== Your goal ==
Please return all lines of the data below containing the string "国分寺太田上町線".

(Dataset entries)
####################

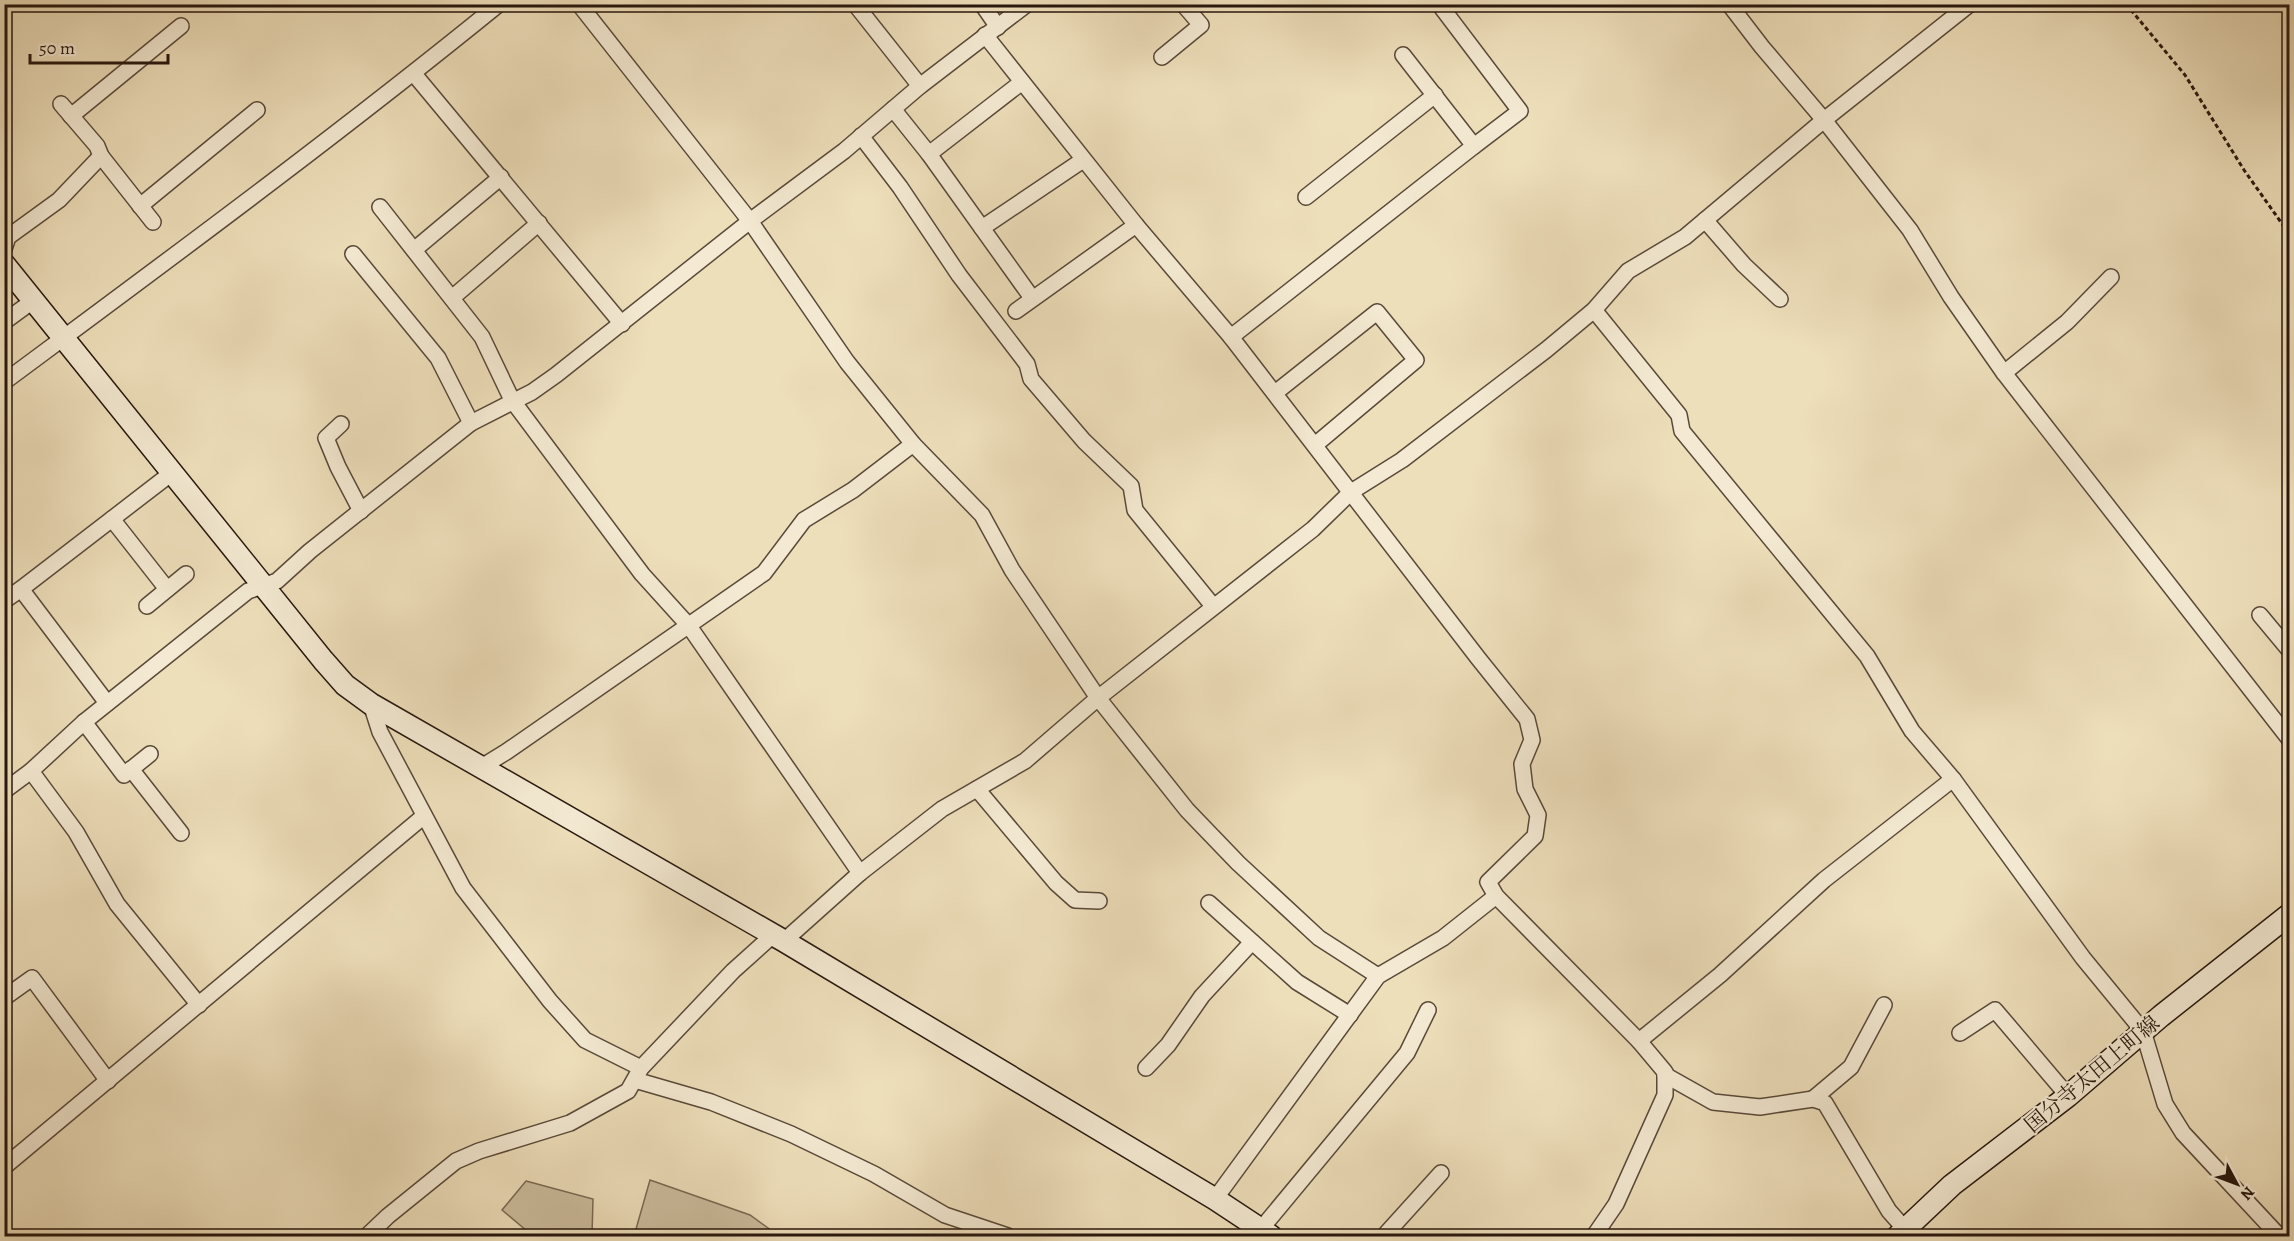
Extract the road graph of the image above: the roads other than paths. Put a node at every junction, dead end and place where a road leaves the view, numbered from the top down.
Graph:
1 (499, 4) edge
2 (579, 4) edge
3 (855, 4) edge
4 (982, 4) edge
5 (1027, 4) edge
6 (1183, 4) edge
7 (1439, 4) edge
8 (1729, 4) edge
9 (1970, 4) edge
10 (181, 26) dead end
11 (992, 31) junction
12 (1403, 55) dead end
13 (1162, 57) dead end
14 (414, 74) junction
15 (1022, 82) junction
16 (920, 86) junction
17 (1435, 95) junction
18 (257, 110) dead end
19 (893, 110) junction
20 (1824, 120) junction
21 (861, 136) junction
22 (1474, 146) junction
23 (929, 154) junction
24 (101, 156) junction
25 (1083, 160) junction
26 (501, 177) junction
27 (1306, 197) dead end
28 (140, 206) junction
29 (380, 207) dead end
30 (1705, 220) junction
31 (750, 221) junction
32 (153, 222) dead end
33 (539, 223) junction
34 (1136, 225) junction
35 (982, 228) junction
36 (4, 249) edge
37 (414, 250) junction
38 (353, 255) dead end
39 (4, 264) edge
40 (2111, 277) dead end
41 (452, 298) junction
42 (1032, 298) junction
43 (1780, 299) dead end
44 (34, 300) junction
45 (1594, 310) junction
46 (1016, 311) dead end
47 (4, 322) edge
48 (622, 324) junction
49 (1231, 337) junction
50 (64, 338) junction
51 (2004, 373) junction
52 (4, 382) edge
53 (1275, 393) junction
54 (512, 400) junction
55 (471, 423) junction
56 (341, 424) dead end
57 (914, 444) junction
58 (1315, 445) junction
59 (173, 472) junction
60 (1351, 492) junction
61 (361, 511) junction
62 (111, 519) junction
63 (186, 574) dead end
64 (264, 586) junction
65 (21, 589) junction
66 (167, 590) junction
67 (4, 598) edge
68 (147, 606) dead end
69 (1213, 606) junction
70 (2260, 615) dead end
71 (689, 626) junction
72 (2289, 651) edge
73 (1098, 699) junction
74 (107, 703) junction
75 (371, 704) junction
76 (84, 722) junction
77 (2289, 740) edge
78 (150, 754) dead end
79 (480, 768) junction
80 (131, 769) junction
81 (31, 771) junction
82 (1953, 779) junction
83 (977, 789) junction
84 (4, 790) edge
85 (424, 816) junction
86 (181, 834) dead end
87 (860, 873) junction
88 (1496, 896) junction
89 (1099, 901) dead end
90 (1209, 903) dead end
91 (2286, 922) edge
92 (779, 938) junction
93 (1252, 942) junction
94 (1378, 976) junction
95 (4, 998) edge
96 (199, 1005) junction
97 (1884, 1005) dead end
98 (1428, 1010) dead end
99 (1350, 1016) junction
100 (2143, 1031) junction
101 (1960, 1033) dead end
102 (1639, 1041) junction
103 (1146, 1068) dead end
104 (638, 1074) junction
105 (1665, 1075) junction
106 (108, 1081) junction
107 (2068, 1096) junction
108 (1813, 1099) junction
109 (4, 1167) edge
110 (1441, 1173) dead end
111 (1215, 1198) junction
112 (1257, 1231) edge
113 (1901, 1233) edge
114 (367, 1236) edge
115 (1008, 1236) edge
116 (1384, 1236) edge
117 (1594, 1236) edge
118 (2279, 1236) edge

1 - 14 street
2 - 31 street
3 - 16 street
4 - 11 street
5 - 11 street
6 - 13 street
7 - 22 street
8 - 20 street
9 - 20 street
10 - 24 street
11 - 15 street
11 - 16 street
12 - 17 street
14 - 26 street
14 - 50 street
15 - 23 street
15 - 25 street
16 - 19 street
17 - 22 street
17 - 27 street
18 - 28 street
19 - 21 street
19 - 23 street
20 - 30 street
20 - 51 street
21 - 31 street
21 - 69 street
22 - 49 street
23 - 35 street
24 - 28 street
24 - 36 street
25 - 34 street
25 - 35 street
26 - 33 street
26 - 37 street
28 - 32 street
29 - 37 street
30 - 43 street
30 - 45 street
31 - 48 street
31 - 57 street
33 - 41 street
33 - 48 street
34 - 42 street
34 - 49 street
35 - 42 street
37 - 41 street
38 - 55 street
39 - 44 street
40 - 51 street
41 - 54 street
42 - 46 street
44 - 47 street
44 - 50 street
45 - 60 street
45 - 82 street
48 - 54 street
49 - 53 street
50 - 52 street
50 - 59 street
51 - 77 street
53 - 58 street
53 - 58 street
54 - 55 street
54 - 71 street
55 - 61 street
56 - 61 street
57 - 71 street
57 - 73 street
58 - 60 street
59 - 62 street
59 - 64 street
60 - 69 street
60 - 88 street
61 - 64 street
62 - 65 street
62 - 66 street
63 - 66 street
64 - 74 street
64 - 75 street
65 - 67 street
65 - 74 street
66 - 68 street
69 - 73 street
70 - 72 street
71 - 79 street
71 - 87 street
73 - 83 street
73 - 94 street
74 - 76 street
75 - 79 street
75 - 85 street
76 - 80 street
76 - 81 street
78 - 80 street
79 - 92 street
80 - 86 street
81 - 84 street
81 - 96 street
82 - 100 street
82 - 102 street
83 - 87 street
83 - 89 street
85 - 96 street
85 - 104 street
87 - 92 street
88 - 94 street
88 - 102 street
90 - 93 street
91 - 100 street, 国分寺太田上町線
92 - 104 street
92 - 111 street
93 - 99 street
93 - 103 street
94 - 99 street
95 - 106 street
96 - 106 street
97 - 108 street
98 - 112 street
99 - 111 street
100 - 107 street, 国分寺太田上町線
100 - 118 street
101 - 107 street
102 - 105 street
104 - 114 street
104 - 115 street
105 - 108 street
105 - 117 street
106 - 109 street
107 - 113 street, 国分寺太田上町線
108 - 113 street
110 - 116 street
111 - 112 street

####################

== Result of the exercise ==
91 - 100 street, 国分寺太田上町線
100 - 107 street, 国分寺太田上町線
107 - 113 street, 国分寺太田上町線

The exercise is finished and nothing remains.